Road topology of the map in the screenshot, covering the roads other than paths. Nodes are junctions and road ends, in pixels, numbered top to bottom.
__________________________________________________
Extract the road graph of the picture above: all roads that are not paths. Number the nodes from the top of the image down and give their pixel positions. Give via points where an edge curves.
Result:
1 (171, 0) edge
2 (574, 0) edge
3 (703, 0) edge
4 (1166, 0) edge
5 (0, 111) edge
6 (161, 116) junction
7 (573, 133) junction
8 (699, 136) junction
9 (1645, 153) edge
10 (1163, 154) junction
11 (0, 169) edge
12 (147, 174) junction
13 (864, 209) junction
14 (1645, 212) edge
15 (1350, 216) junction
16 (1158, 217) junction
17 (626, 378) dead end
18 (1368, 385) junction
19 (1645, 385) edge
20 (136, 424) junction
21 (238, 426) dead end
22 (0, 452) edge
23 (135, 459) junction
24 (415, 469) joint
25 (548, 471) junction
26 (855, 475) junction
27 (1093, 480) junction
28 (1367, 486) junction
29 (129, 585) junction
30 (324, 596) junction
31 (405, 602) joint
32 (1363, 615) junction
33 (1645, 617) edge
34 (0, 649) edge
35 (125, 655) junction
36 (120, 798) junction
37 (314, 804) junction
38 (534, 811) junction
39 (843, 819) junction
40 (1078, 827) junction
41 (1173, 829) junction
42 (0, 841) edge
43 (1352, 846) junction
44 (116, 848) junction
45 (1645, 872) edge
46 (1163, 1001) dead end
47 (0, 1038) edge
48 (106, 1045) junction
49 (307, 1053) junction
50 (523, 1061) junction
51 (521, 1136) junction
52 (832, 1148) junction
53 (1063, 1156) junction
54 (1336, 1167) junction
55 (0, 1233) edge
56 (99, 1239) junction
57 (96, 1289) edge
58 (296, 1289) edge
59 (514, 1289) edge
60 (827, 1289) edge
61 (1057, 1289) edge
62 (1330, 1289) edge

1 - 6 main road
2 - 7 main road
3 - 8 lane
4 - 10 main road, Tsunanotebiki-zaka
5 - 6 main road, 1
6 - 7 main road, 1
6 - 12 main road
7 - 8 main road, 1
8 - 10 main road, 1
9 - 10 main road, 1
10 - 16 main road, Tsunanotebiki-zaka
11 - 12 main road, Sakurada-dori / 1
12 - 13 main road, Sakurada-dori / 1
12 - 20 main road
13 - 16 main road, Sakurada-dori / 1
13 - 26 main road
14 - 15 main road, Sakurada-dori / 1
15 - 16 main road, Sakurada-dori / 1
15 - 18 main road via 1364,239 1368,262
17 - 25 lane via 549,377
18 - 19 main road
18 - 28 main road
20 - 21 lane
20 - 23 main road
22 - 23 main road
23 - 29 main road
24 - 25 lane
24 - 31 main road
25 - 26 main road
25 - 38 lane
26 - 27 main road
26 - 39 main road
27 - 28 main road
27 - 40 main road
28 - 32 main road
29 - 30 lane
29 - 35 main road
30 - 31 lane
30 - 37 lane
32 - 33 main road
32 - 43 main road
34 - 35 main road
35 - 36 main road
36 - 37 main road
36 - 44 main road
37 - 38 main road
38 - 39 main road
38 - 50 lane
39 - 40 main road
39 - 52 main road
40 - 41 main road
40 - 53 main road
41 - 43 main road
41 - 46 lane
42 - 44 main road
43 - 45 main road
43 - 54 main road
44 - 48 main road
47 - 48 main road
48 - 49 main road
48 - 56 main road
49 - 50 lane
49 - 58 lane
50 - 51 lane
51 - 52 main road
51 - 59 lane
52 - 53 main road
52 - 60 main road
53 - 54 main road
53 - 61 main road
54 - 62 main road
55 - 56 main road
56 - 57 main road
__________________________________________________
YOUR INSTRUCTIONS - Lines with the word "paths" in them: report all of these from the listing above.

SOLVED PROBLEM -
Road topology of the map in the screenshot, covering the roads other than paths. Nodes are junctions and road ends, in pixels, numbered top to bottom.
Extract the road graph of the picture above: all roads that are not paths. Number the nodes from the top of the image down and give their pixel positions. Give via points where an edge curves.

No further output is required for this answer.